Exercise objective:
The records below must be returned in full and unaltered.

Dataset entries:
---
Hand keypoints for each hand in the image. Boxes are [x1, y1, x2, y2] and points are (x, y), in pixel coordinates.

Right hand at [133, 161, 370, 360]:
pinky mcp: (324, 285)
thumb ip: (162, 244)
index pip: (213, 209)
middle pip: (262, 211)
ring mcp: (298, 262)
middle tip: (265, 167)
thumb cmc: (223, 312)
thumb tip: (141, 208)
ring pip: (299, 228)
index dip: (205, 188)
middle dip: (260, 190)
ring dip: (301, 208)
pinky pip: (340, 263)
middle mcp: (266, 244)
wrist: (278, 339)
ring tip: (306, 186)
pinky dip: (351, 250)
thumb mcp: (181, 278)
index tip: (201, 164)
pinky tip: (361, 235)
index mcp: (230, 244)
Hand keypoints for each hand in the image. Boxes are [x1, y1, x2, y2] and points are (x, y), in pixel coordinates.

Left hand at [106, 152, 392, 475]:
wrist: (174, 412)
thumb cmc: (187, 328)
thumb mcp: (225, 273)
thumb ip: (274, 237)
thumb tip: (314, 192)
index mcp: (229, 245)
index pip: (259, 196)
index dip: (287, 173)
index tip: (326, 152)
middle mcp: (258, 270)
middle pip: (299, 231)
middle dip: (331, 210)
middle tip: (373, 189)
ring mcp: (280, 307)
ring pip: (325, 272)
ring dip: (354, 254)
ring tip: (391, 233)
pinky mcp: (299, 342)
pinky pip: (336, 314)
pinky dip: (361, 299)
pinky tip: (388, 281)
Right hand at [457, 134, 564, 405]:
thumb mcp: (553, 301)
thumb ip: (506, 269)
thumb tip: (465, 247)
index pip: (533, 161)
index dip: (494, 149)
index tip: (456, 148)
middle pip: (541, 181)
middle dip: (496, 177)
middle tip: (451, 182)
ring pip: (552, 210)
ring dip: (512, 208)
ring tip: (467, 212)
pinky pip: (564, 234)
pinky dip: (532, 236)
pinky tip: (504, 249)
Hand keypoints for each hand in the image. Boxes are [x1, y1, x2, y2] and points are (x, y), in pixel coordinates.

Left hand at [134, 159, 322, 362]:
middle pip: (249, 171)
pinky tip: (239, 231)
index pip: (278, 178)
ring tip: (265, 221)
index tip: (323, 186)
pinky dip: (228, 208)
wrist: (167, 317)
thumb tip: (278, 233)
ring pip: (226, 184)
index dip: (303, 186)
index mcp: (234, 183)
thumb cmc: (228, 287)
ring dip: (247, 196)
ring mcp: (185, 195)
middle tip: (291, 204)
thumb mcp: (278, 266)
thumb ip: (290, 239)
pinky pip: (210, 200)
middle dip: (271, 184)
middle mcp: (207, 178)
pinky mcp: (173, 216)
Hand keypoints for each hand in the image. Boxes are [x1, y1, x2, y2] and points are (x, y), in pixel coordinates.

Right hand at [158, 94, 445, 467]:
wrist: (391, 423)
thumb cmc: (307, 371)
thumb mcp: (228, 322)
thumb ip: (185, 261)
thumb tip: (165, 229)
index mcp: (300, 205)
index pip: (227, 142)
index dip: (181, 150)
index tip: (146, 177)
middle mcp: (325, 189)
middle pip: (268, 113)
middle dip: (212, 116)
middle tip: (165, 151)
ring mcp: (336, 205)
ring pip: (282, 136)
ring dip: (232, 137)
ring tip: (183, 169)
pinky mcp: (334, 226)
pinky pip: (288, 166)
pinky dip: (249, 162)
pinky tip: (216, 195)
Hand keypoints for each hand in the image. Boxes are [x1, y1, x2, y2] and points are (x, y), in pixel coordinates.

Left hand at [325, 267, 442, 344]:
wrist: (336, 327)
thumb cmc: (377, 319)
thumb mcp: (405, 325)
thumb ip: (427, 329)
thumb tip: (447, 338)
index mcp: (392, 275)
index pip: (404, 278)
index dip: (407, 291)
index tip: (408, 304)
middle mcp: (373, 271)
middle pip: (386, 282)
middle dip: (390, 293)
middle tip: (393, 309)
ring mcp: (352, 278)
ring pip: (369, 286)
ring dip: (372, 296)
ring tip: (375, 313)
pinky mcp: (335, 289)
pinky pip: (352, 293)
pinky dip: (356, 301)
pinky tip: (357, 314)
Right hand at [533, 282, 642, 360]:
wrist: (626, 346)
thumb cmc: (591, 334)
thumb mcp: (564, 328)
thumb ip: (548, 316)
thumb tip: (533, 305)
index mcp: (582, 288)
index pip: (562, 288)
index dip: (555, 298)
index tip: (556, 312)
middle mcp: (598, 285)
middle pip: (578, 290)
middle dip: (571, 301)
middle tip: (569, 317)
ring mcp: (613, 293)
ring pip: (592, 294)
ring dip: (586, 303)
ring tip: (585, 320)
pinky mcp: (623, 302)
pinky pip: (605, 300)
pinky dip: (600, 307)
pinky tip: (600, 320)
---
Expected output:
Hand keypoints for each hand in the image. Boxes are [x1, y1, x2, y2] and points are (x, y), in pixel coordinates.

Right hand at [133, 161, 370, 360]:
pinky mcp: (324, 285)
thumb ip: (162, 244)
index pip: (213, 209)
middle pip: (262, 211)
ring mcp: (298, 262)
middle tip: (265, 167)
thumb cmc: (223, 312)
thumb tip: (141, 208)
ring pip: (299, 228)
index dip: (205, 188)
middle dip: (260, 190)
ring dip: (301, 208)
pinky pip: (340, 263)
middle mcp: (266, 244)
wrist: (278, 339)
ring tip: (306, 186)
pinky dip: (351, 250)
thumb mcp: (181, 278)
index tip: (201, 164)
pinky tip: (361, 235)
index mcp: (230, 244)
Hand keypoints for each hand in the image. Boxes are [x1, y1, x2, y2] and points are (x, y), in pixel coordinates.

Left hand at [106, 152, 392, 475]:
wrist: (174, 412)
thumb cmc: (187, 328)
thumb mcp: (225, 273)
thumb ip: (274, 237)
thumb tip: (314, 192)
index mcp: (229, 245)
index pip: (259, 196)
index dip: (287, 173)
index tip: (326, 152)
middle mcp: (258, 270)
middle pip: (299, 231)
middle dip: (331, 210)
middle tip: (373, 189)
ring mcp: (280, 307)
ring pip: (325, 272)
ring dip: (354, 254)
ring tip: (391, 233)
pinky mcp: (299, 342)
pinky pip: (336, 314)
pinky dip: (361, 299)
pinky tip: (388, 281)
Right hand at [457, 134, 564, 405]:
thumb mcp: (553, 301)
thumb ip: (506, 269)
thumb tip: (465, 247)
index pip: (533, 161)
index dip: (494, 149)
index tip: (456, 148)
middle pip: (541, 181)
middle dip: (496, 177)
middle tip: (451, 182)
ring pip: (552, 210)
ring dip: (512, 208)
ring tip: (467, 212)
pinky pip: (564, 234)
pinky dip: (532, 236)
pinky tip: (504, 249)
Hand keypoints for each hand in the image. Boxes are [x1, y1, x2, y2] and points are (x, y), in pixel coordinates.

Left hand at [134, 159, 322, 362]:
middle pip: (249, 171)
pinky tip: (239, 231)
index pip: (278, 178)
ring tip: (265, 221)
index tip: (323, 186)
pinky dip: (228, 208)
wrist: (167, 317)
thumb tip: (278, 233)
ring pip: (226, 184)
index dip: (303, 186)
index mcp: (234, 183)
thumb cmc: (228, 287)
ring dip: (247, 196)
ring mcp: (185, 195)
middle tip: (291, 204)
thumb mcp: (278, 266)
thumb ip: (290, 239)
pinky pip: (210, 200)
middle dip: (271, 184)
middle mcp: (207, 178)
pinky mcp: (173, 216)
Hand keypoints for each hand in the image. Boxes are [x1, y1, x2, y2] and points are (x, y), in pixel coordinates.

Right hand at [158, 94, 445, 467]:
wrist: (391, 423)
thumb cmc: (307, 371)
thumb mcp: (228, 322)
thumb ip: (185, 261)
thumb tip: (165, 229)
index mcp: (300, 205)
index pip: (227, 142)
index dip: (181, 150)
index tip: (146, 177)
middle mcp: (325, 189)
middle pip: (268, 113)
middle dip: (212, 116)
middle tip: (165, 151)
ring mcp: (336, 205)
ring pip: (282, 136)
ring dip: (232, 137)
ring tip: (183, 169)
pinky mcp: (334, 226)
pinky pip: (288, 166)
pinky dip: (249, 162)
pinky tip: (216, 195)
Hand keypoints for each hand in the image. Boxes are [x1, y1, x2, y2] and points are (x, y), in pixel coordinates.

Left hand at [325, 267, 442, 344]:
wrist: (336, 327)
thumb cmc: (377, 319)
thumb mcp: (405, 325)
thumb ip: (427, 329)
thumb tip: (447, 338)
index mcp: (392, 275)
index pip: (404, 278)
index dip: (407, 291)
index tip: (408, 304)
middle mcp: (373, 271)
middle pip: (386, 282)
middle dip: (390, 293)
middle tip: (393, 309)
ring mcp: (352, 278)
ring pip: (369, 286)
ring dip: (372, 296)
ring tip: (375, 313)
pinky mcp: (335, 289)
pinky pip: (352, 293)
pinky dip: (356, 301)
pinky tip: (357, 314)
Right hand at [533, 282, 642, 360]:
wrist: (626, 346)
thumb cmc: (591, 334)
thumb mcp: (564, 328)
thumb ip: (548, 316)
thumb tip: (533, 305)
index mcp: (582, 288)
index pip: (562, 288)
index dip: (555, 298)
index tip: (556, 312)
middle mcp: (598, 285)
middle pip: (578, 290)
middle dip: (571, 301)
middle tip: (569, 317)
ring mcp: (613, 293)
ring pip: (592, 294)
ring dip: (586, 303)
ring tip: (585, 320)
pinky mcp: (623, 302)
pinky pip: (605, 300)
pinky dip: (600, 307)
pinky tip: (600, 320)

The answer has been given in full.